Based on Tiago Forte's video on YouTube. If you like this content, support the original creators by watching, liking and subscribing to their content.

TL;DR

Review calendar commitments early because time-bound meetings and appointments shape the week’s reality.

Briefing

A weekly review that starts with calendar commitments—then scans both recent history and upcoming weeks—helps keep plans from slipping and prevents last-minute surprises. The core idea is simple: treat scheduled calls, meetings, and appointments as the “hard commitments” that anchor the week, and review them early to understand what must happen at specific times.

The process uses Woven, a calendar program, to quickly inspect the schedule.
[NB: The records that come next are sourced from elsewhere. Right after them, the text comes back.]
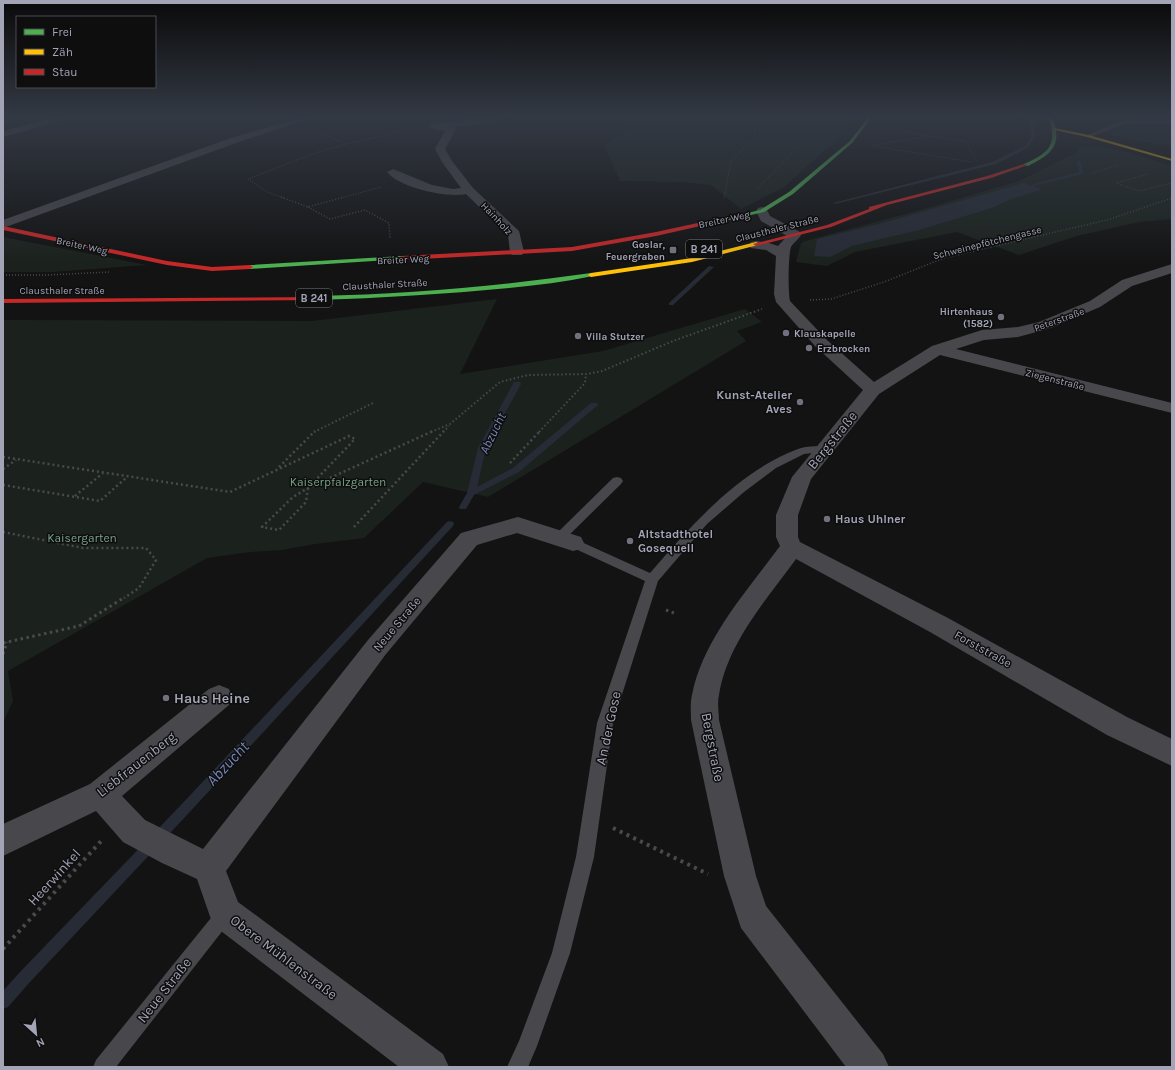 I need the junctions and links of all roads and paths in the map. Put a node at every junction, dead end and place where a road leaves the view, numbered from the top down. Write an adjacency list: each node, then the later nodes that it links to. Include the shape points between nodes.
1 (163, 166): 17 (street)
2 (283, 166): 15 (path, via 248,179 267,192)
3 (450, 166): 12 (street, Hainholz)
4 (729, 166): 13 (path)
5 (780, 166): 16 (path, via 753,192)
6 (823, 166): 16 (main road, via 791,193)
7 (1022, 166): 19 (main road, Clausthaler Straße / B 241)
8 (392, 172): 12 (street, via 405,180 451,193)
9 (1151, 173): 10 (path, via 1116,183 1139,191)
10 (1172, 183)
11 (382, 187): 15 (path)
12 (469, 190): 21 (street, Hainholz, via 514,234)
13 (725, 198)
14 (1172, 198): 29 (path, Schweinepfötchengasse, via 1107,220 944,258 884,282 831,299)
15 (308, 206): 23 (path, via 330,218 365,210 389,223)
16 (764, 210): 19 (street, Breiter Weg, via 765,218); 21 (main road, Breiter Weg, via 656,234 572,248)
17 (3, 224)
18 (3, 228): 23 (main road, Breiter Weg, via 167,263 212,268)
19 (798, 231): 20 (main road, Clausthaler Straße / B 241); 22 (street, via 785,246); 25 (main road, Clausthaler Straße / B 241, via 685,253)
20 (756, 245): 22 (street, via 769,247); 25 (main road, Clausthaler Straße / B 241, via 692,260)
21 (517, 252): 23 (main road, Breiter Weg)
22 (783, 254): 29 (street)
23 (391, 260)
24 (1172, 268): 30 (street, Peterstraße, via 1127,284 1095,304 1045,326 1018,332 982,335)
25 (623, 270): 28 (main road, Clausthaler Straße / B 241, via 536,284 368,297)
26 (114, 272): 27 (path)
27 (3, 275)
28 (3, 301)
29 (783, 302): 31 (path, Schweinepfötchengasse, via 673,341 602,371); 32 (street, via 821,343)
30 (938, 349): 32 (street, Bergstraße); 34 (street, Ziegenstraße)
31 (586, 374): 35 (path, Schweinepfötchengasse, via 528,375 500,382); 39 (path, via 585,383)
32 (872, 390): 36 (street, Bergstraße)
33 (374, 402): 41 (path, via 316,431)
34 (1172, 408)
35 (450, 424): 46 (path); 48 (path)
36 (824, 449): 51 (street, Bergstraße, via 802,477 787,515 787,537); 52 (lane, An der Gose, via 796,454 772,466 740,489 703,522)
37 (3, 457): 38 (path)
38 (16, 459): 40 (path); 42 (path)
39 (510, 463)
40 (3, 469)
41 (277, 469): 43 (path, via 230,492); 46 (path, via 349,436 355,439)
42 (103, 472): 43 (path); 47 (path)
43 (127, 476): 47 (path, via 100,501)
44 (617, 480): 50 (lane)
45 (3, 486): 47 (path)
46 (308, 488): 46 (path, via 293,497 262,527 279,530 306,502)
47 (75, 497)
48 (354, 527)
49 (3, 532): 53 (path, via 84,548 146,548 156,560 139,588 78,626)
50 (566, 540): 52 (lane, Neue Straße); 62 (street, Neue Straße, via 518,525 469,539 377,647)
51 (792, 547): 57 (street, Forststraße, via 939,625 1117,726); 63 (street, Bergstraße, via 728,638 711,674 705,695 705,720)
52 (652, 579): 59 (lane, An der Gose, via 605,723)
53 (7, 642): 54 (path); 55 (path)
54 (3, 643)
55 (3, 654)
56 (219, 697): 58 (street, Liebfrauenberg)
57 (1172, 753)
58 (101, 794): 60 (street); 61 (street, Liebfrauenberg)
59 (591, 817): 63 (path, via 706,873); 68 (lane, An der Gose, via 585,858 561,953 527,1046)
60 (128, 825): 62 (street, via 173,852); 65 (path, Heerwinkel)
61 (3, 840)
62 (209, 868): 64 (street, Obere Mühlenstraße)
63 (740, 876): 69 (street, Bergstraße, via 753,916)
64 (226, 913): 66 (lane, Neue Straße); 67 (street, Obere Mühlenstraße)
65 (3, 949)
66 (103, 1067)
67 (430, 1067)
68 (516, 1067)
69 (870, 1067)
The review is split into two time windows. First, it looks about two weeks into the past to catch anything that needs follow-up—items that may have happened already but still require action, resurfacing, or completion. In the example, the past scan turns up a single actionable item: a need to wait for Will’s retrospective presentation for Wednesday related to Building a Second Brain. That realization gets captured immediately in the task manager by pressing return, while nothing else appears in the earlier portion of the scan.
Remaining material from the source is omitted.